In the short term, maintain a bullish long position, with 4000 as a defensive level. Focus on the previous high of 4060. If it doesn't break, take short-term profits. If it does, the market could potentially head towards 4100 or even higher.

In addition, keep an eye on Thursday, which could be a turning point this week, potentially leading to a sweeping decline.

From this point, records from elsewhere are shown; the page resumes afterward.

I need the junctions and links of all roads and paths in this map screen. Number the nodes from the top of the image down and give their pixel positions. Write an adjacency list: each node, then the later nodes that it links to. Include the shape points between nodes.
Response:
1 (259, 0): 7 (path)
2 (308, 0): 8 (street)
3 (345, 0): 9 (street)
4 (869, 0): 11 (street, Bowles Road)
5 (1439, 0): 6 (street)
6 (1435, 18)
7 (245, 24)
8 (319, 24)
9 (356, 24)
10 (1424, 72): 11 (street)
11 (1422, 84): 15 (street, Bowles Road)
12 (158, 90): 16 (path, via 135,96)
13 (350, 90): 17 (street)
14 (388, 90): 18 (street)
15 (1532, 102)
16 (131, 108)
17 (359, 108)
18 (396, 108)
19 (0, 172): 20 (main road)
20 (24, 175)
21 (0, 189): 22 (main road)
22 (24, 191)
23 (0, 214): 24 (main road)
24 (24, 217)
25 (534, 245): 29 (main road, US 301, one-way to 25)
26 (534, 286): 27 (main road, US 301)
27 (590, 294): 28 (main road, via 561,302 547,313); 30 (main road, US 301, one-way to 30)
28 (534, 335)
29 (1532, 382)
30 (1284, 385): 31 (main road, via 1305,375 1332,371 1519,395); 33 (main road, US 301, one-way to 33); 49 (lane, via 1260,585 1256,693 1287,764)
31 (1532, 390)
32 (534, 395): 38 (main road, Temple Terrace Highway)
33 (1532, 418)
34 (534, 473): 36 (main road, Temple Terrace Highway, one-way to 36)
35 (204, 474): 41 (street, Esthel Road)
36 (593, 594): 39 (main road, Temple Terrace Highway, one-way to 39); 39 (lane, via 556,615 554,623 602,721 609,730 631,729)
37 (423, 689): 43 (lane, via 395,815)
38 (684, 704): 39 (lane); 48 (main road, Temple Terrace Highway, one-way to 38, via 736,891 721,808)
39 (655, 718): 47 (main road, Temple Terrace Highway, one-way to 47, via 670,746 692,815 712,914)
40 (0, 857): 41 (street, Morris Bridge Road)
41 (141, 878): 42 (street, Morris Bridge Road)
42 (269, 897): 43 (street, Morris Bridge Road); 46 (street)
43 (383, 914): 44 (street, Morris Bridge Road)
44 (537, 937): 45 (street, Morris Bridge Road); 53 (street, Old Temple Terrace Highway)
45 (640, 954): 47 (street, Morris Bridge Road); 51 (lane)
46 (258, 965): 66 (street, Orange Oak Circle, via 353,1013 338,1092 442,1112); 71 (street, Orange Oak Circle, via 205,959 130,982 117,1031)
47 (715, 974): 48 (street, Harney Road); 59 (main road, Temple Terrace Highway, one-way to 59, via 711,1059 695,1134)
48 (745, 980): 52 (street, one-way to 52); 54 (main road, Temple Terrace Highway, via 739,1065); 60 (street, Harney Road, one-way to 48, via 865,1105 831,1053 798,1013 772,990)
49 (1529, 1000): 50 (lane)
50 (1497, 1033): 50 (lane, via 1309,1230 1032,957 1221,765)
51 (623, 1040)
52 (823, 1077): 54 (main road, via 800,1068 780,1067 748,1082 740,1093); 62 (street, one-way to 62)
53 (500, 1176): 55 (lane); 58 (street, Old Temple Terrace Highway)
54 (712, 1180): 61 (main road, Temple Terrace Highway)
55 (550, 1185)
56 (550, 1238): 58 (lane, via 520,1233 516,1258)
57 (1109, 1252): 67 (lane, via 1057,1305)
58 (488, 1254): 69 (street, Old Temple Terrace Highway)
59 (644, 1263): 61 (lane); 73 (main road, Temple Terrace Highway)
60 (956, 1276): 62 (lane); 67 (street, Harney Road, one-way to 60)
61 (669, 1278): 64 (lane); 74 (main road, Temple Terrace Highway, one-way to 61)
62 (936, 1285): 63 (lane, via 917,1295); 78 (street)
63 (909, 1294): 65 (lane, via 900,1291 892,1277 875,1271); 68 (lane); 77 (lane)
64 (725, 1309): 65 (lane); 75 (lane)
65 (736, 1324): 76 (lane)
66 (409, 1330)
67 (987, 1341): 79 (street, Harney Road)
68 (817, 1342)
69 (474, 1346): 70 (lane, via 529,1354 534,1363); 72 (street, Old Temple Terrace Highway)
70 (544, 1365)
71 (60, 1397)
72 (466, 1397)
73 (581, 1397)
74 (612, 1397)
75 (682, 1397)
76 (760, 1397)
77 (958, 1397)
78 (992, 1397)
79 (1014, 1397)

Overall, the short-term operation strategy for gold is to focus on the 4050-4060 resistance, and the short-term support below is 4000-3990.

Strategy:

Go long near 4010, with a stop-loss at 4000. Profit range: 4650-4060.

Disclaimer

The information and publications are not meant to be, and do not constitute, financial, investment, trading, or other types of advice or recommendations supplied or endorsed by TradingView. Read more in the Terms of Use.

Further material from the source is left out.